I was just me. No translation necessary. ”
She nods slowly, and I can see her filing this away, drawing conclusions. But she doesn’t push the family thing further, and I’m grateful for that.
“So…MIT at fifteen. Do you think that’s why you never learned how to...” She stops herself, shaking her head. “Sorry. That’s not my business.”
But she was going to ask. I can see the shape of the question behind her eyes—is that why you never learned how to be with someone? Is that why you blocked my kiss with your hand?
“I skipped all the years when people figure that stuff out,” I say quietly. “I was in labs while everyone else was at dances and parties and learning how to… be. By the time I realized I’d missed something important, it was too late to go back and learn it.”
The words hang. I’ve just told her more than I’ve told anyone—circled so close to the truth that she could probably see it if she looked hard enough. Part of me wants her to ask. To force the confession out of me so I don’t have to figure out how to volunteer it.
Part of me is terrified she will.
The silence stretches. I’ve said too much. I always say too much or not enough—never the right amount, never at the right time. Story of my life.
Shit.
“I like this,” she says suddenly.
I look up. “What?”
“I like this version of you.” She gestures at me—at the mess I’ve just laid bare. “Less guarded. More real.”
She pauses, and I watch her choose her words carefully.
“Don’t get me wrong, I’ve always liked the brilliant mind. The guy who solves problems no one else can see. But this—” She meets my eyes, holding them. “The person underneath all that brain. I like seeing him.”
I don’t know what to say.
My whole life, I’ve operated on the assumption that the real me is the problem. That the brilliant mind is the only acceptable part—the rest is just liability.
And here she is, saying she wants to see more of that.
Well, fuck.
It doesn’t compute. It’s like finding out the error in your code was actually a feature all along.

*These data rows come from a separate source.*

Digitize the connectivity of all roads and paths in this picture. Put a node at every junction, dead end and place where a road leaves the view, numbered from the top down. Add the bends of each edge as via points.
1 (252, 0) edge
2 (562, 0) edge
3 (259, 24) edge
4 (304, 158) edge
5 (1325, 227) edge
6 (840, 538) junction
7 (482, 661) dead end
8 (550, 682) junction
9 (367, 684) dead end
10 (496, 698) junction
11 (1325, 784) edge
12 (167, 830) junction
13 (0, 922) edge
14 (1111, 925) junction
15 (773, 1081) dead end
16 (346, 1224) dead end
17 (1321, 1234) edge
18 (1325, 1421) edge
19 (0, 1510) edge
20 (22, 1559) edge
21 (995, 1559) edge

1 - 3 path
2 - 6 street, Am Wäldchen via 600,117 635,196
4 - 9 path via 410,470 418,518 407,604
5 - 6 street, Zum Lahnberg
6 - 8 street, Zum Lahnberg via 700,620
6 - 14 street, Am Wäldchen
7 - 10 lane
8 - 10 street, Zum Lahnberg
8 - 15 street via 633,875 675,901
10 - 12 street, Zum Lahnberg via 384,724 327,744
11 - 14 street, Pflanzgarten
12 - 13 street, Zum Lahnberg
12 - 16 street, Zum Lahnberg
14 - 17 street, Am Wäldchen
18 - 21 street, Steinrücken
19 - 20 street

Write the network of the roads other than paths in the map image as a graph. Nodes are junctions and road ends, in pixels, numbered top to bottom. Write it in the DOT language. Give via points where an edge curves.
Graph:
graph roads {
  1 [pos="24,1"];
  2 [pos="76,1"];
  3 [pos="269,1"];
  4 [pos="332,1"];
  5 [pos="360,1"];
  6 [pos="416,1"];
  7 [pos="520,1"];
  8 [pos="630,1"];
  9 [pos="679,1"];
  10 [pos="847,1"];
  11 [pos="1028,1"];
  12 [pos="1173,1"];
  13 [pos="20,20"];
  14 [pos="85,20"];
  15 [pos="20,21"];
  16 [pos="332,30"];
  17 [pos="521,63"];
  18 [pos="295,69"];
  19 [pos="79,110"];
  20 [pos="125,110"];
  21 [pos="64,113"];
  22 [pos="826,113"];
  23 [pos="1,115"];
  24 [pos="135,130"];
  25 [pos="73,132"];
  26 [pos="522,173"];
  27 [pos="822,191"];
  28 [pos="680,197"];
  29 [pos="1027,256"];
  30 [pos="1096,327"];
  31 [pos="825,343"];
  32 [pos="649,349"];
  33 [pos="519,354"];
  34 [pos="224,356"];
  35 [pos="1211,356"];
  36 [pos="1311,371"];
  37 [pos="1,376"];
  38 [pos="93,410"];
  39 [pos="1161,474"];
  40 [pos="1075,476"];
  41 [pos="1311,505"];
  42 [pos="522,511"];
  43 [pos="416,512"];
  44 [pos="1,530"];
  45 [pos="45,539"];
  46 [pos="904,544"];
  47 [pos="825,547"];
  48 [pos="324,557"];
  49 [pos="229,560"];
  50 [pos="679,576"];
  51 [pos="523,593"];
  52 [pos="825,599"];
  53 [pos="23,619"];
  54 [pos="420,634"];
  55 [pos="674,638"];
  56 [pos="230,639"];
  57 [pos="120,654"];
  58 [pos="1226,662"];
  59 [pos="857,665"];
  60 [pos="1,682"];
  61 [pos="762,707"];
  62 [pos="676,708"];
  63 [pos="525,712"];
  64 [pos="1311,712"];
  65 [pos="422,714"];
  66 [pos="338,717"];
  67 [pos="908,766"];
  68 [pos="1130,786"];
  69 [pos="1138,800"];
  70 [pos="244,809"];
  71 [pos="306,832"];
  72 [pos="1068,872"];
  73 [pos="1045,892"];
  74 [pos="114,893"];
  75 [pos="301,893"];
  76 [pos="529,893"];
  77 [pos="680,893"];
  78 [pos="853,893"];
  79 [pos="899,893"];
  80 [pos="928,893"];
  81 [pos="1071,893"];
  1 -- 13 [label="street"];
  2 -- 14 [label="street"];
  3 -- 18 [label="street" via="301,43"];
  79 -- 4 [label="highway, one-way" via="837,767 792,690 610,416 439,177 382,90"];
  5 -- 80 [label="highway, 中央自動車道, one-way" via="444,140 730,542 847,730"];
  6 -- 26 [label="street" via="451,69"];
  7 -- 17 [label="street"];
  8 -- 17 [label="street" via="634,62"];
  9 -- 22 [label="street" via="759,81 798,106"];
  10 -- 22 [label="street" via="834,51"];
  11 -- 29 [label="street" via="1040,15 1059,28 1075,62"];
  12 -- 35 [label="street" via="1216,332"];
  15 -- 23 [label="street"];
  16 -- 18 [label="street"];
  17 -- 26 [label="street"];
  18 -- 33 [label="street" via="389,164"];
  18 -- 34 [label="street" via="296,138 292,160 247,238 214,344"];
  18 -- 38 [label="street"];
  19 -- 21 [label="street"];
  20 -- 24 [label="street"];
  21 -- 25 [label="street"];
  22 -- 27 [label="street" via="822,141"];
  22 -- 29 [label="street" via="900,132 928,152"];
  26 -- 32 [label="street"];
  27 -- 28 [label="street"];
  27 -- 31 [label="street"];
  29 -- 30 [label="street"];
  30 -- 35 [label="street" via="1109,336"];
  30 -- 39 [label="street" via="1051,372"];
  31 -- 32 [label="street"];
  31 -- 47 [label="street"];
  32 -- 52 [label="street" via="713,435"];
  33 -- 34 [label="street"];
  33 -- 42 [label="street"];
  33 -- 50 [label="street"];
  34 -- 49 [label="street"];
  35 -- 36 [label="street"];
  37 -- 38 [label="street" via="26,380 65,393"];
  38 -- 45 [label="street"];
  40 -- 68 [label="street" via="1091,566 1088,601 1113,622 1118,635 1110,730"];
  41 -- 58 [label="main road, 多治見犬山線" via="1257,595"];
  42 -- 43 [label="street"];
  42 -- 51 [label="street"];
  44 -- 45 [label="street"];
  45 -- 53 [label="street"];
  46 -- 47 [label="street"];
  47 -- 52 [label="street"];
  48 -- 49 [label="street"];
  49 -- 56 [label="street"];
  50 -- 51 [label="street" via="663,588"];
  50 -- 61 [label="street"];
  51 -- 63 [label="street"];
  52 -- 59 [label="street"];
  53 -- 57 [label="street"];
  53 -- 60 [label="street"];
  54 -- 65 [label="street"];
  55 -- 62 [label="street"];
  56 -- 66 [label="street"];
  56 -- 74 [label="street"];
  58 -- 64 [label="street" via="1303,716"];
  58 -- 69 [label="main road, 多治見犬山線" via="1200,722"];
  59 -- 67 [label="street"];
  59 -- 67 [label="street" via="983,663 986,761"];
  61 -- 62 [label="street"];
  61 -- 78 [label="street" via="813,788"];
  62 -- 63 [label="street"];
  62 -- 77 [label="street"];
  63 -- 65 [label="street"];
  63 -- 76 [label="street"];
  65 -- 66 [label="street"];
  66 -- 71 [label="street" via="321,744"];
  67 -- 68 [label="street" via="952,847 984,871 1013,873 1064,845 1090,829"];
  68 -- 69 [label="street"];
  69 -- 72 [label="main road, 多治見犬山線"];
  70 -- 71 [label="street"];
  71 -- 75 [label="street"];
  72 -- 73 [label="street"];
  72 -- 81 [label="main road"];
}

“I don’t—” I start, then stop.
Every word feels like a risk. A piece of myself I’m handing over without knowing if she’ll handle it carefully. Or if she’ll realize, once she sees enough, that the real me isn’t worth the trouble.
“We should check the simulation.”
The words come out urgent, and I recognize the move for what it is, a retreat. She just told me she likes seeing the real me, and instead of sitting with that—instead of letting myself believe it—I’m diving back into the only world where I know I won’t fail.
I tell myself I’m giving her an exit.
It’s easier than admitting I’m the one who needs it.
She pivots her monitor with a flick of her wrist. “The metrics are still holding. Signal arbitration’s clean, no backlog on any tier.
If it does collapse, it’ll be a boundary condition issue, not the algorithm.
We’re... past the first stress inflection, at least.” She’s already punchy with the jargon, her safe place, same as mine.
“Want to run a controlled chaos test?” I ask. “We can program in unpredictable spikes—simulate a seizure event or a direct hardware attack.”
Her eyes light up, and I wonder if we’re both relieved to be back in the steel-and-code world. “Let’s throw everything at it. If it fails in catastrophic style, it’ll be way more fun to watch it break in real-time.”